++++ Recorded data ++++

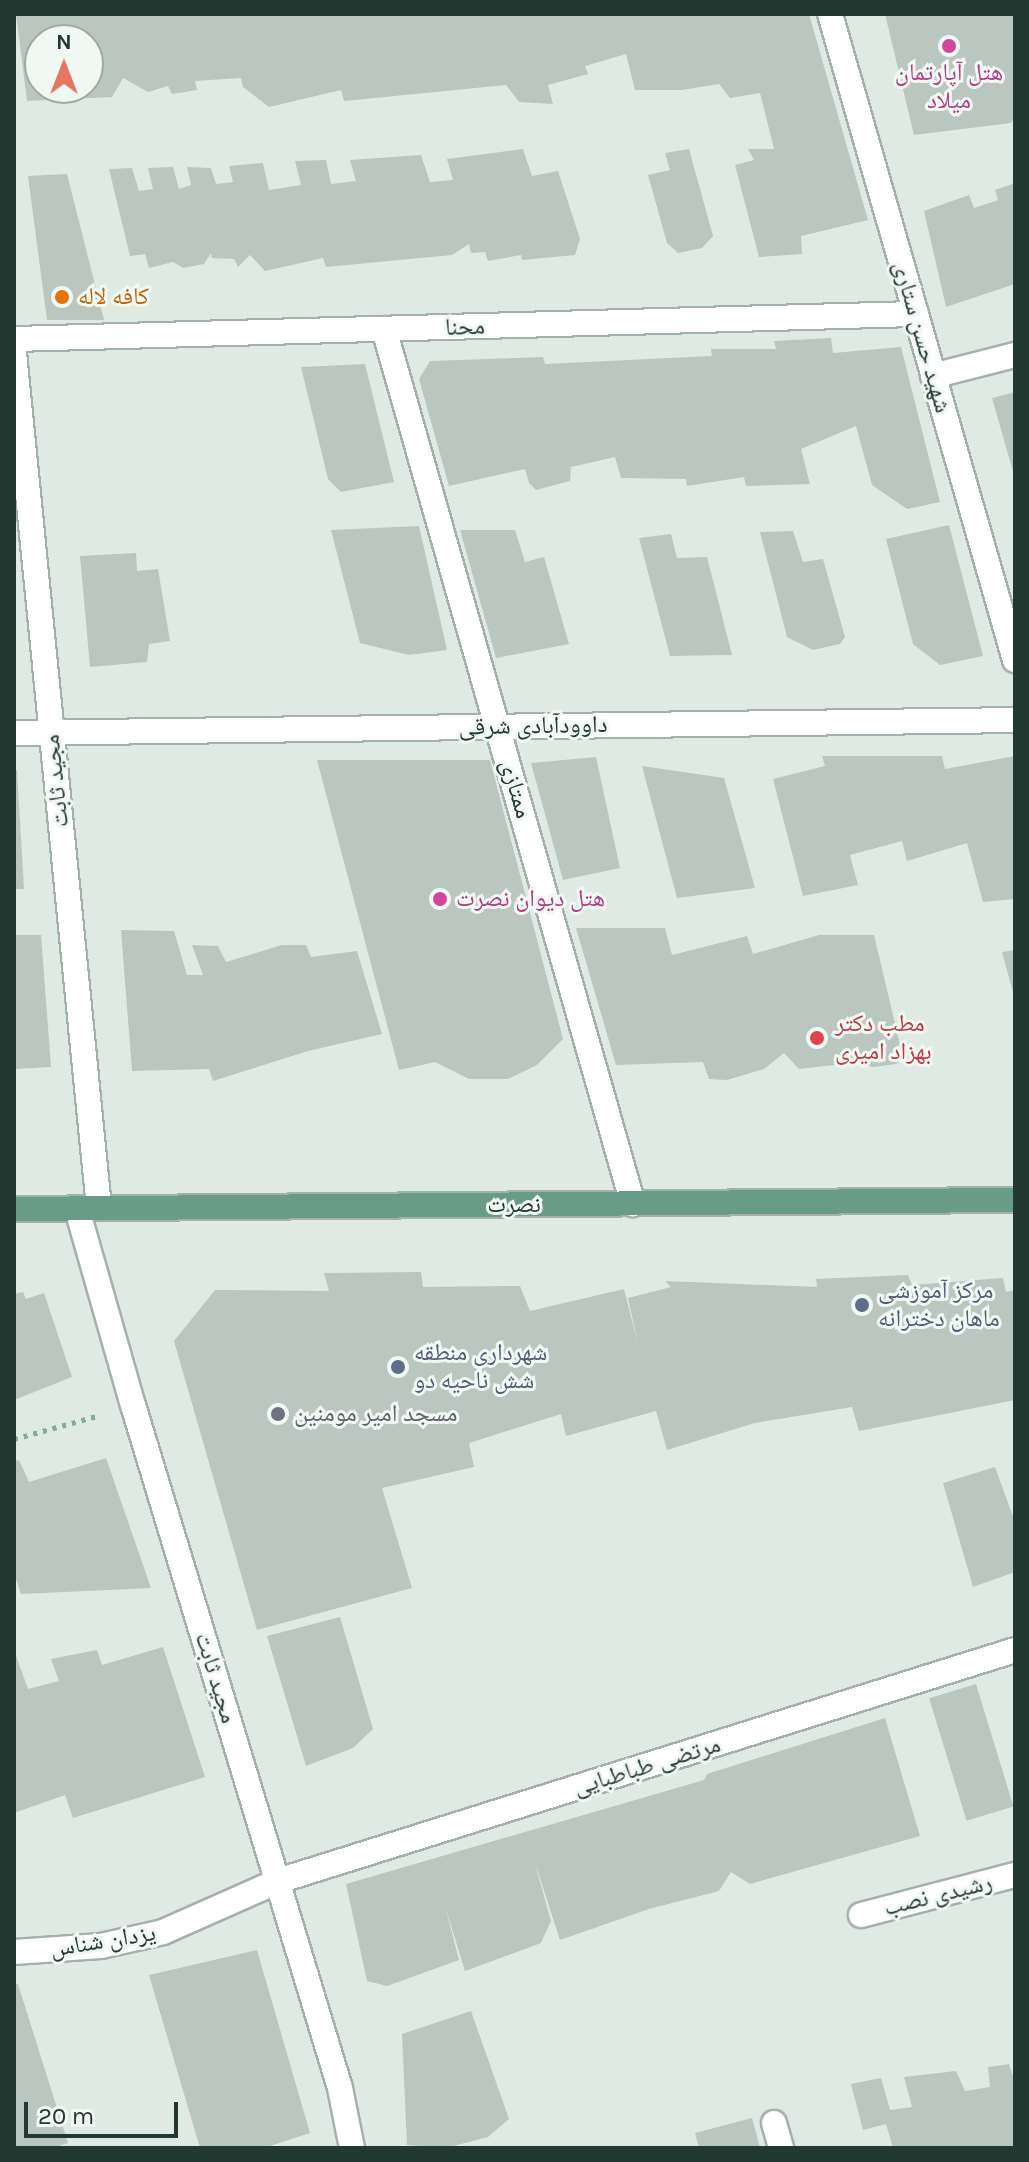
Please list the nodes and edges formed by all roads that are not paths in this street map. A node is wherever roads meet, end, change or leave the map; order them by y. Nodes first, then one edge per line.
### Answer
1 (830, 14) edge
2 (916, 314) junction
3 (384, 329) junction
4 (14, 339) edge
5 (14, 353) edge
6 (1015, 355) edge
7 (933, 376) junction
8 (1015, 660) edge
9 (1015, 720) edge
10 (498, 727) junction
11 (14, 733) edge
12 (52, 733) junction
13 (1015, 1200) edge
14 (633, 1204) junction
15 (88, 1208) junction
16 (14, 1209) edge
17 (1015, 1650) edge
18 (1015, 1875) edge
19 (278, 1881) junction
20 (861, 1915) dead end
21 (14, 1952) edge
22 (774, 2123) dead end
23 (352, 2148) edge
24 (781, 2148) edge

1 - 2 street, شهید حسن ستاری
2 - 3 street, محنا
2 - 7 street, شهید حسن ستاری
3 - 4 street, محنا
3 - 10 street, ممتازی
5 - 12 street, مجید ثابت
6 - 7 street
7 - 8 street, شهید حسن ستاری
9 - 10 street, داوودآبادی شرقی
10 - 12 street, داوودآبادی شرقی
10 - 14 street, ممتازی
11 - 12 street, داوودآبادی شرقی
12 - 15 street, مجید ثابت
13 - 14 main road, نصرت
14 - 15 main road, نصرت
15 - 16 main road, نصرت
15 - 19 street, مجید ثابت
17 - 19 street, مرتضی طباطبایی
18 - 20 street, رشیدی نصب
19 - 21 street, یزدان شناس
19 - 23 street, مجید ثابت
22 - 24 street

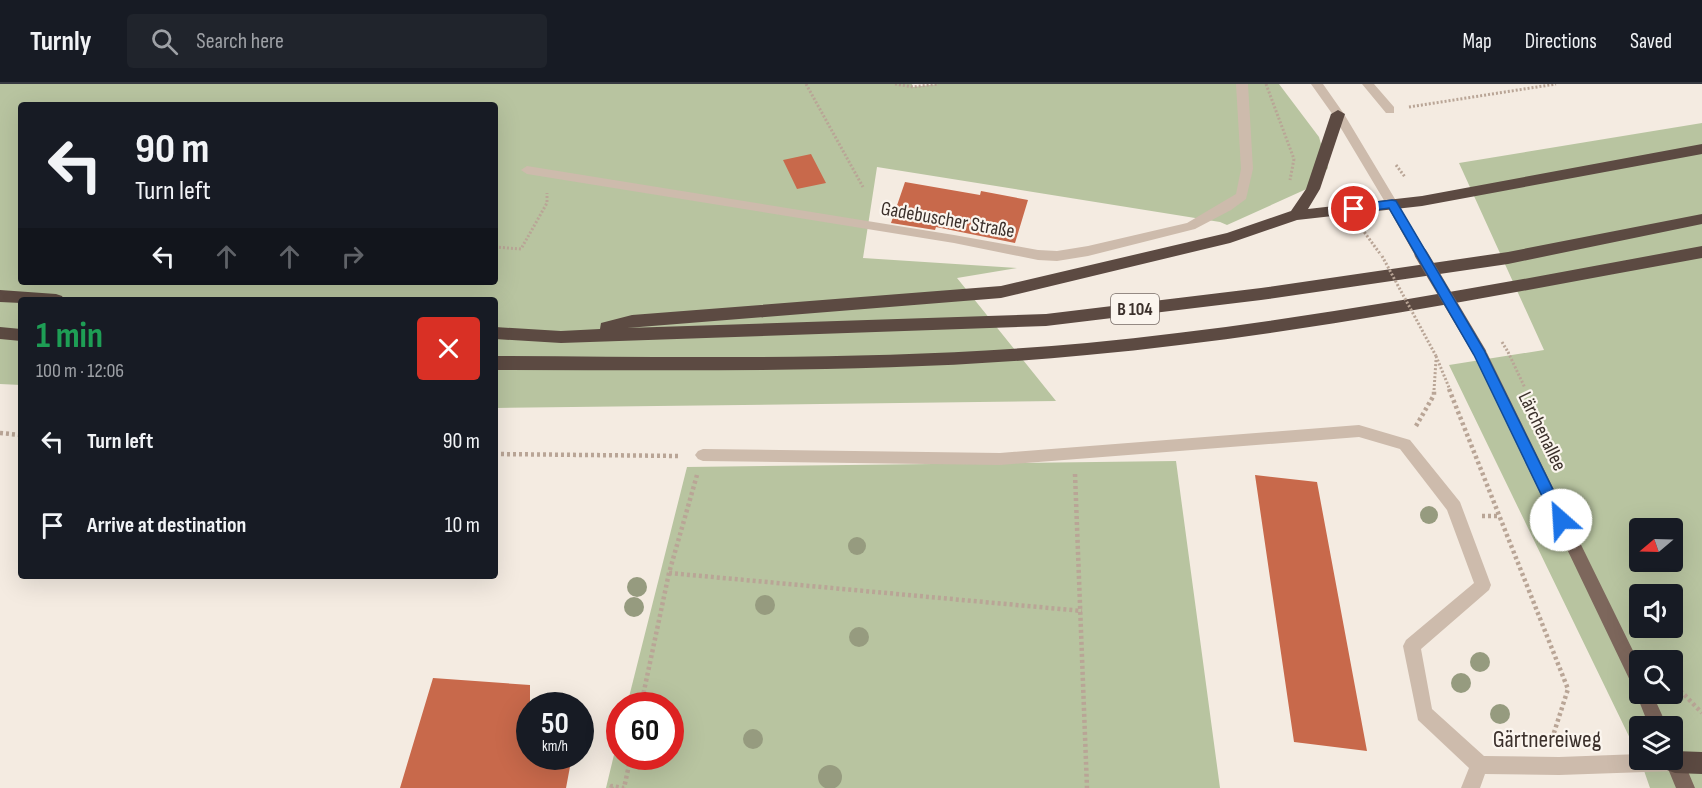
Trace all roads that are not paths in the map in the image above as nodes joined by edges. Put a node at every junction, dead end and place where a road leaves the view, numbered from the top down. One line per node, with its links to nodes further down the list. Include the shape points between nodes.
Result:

++++

**Problem details**
Copy the listing exactly. Any image in it stays out of the copy.

**Result**
Please list the nodes and edges formed by all roads that are not paths in this street map. A node is wherever roads meet, end, change or leave the map; order them by y. Nodes first, then one edge per line.
### Answer
1 (830, 14) edge
2 (916, 314) junction
3 (384, 329) junction
4 (14, 339) edge
5 (14, 353) edge
6 (1015, 355) edge
7 (933, 376) junction
8 (1015, 660) edge
9 (1015, 720) edge
10 (498, 727) junction
11 (14, 733) edge
12 (52, 733) junction
13 (1015, 1200) edge
14 (633, 1204) junction
15 (88, 1208) junction
16 (14, 1209) edge
17 (1015, 1650) edge
18 (1015, 1875) edge
19 (278, 1881) junction
20 (861, 1915) dead end
21 (14, 1952) edge
22 (774, 2123) dead end
23 (352, 2148) edge
24 (781, 2148) edge

1 - 2 street, شهید حسن ستاری
2 - 3 street, محنا
2 - 7 street, شهید حسن ستاری
3 - 4 street, محنا
3 - 10 street, ممتازی
5 - 12 street, مجید ثابت
6 - 7 street
7 - 8 street, شهید حسن ستاری
9 - 10 street, داوودآبادی شرقی
10 - 12 street, داوودآبادی شرقی
10 - 14 street, ممتازی
11 - 12 street, داوودآبادی شرقی
12 - 15 street, مجید ثابت
13 - 14 main road, نصرت
14 - 15 main road, نصرت
15 - 16 main road, نصرت
15 - 19 street, مجید ثابت
17 - 19 street, مرتضی طباطبایی
18 - 20 street, رشیدی نصب
19 - 21 street, یزدان شناس
19 - 23 street, مجید ثابت
22 - 24 street

Trace all roads that are not paths in the map in the image above as nodes joined by edges. Put a node at every junction, dead end and place where a road leaves the view, numbered from the top down. One line per node, with its links to nodes further down the list. Include the shape points between nodes.
Result:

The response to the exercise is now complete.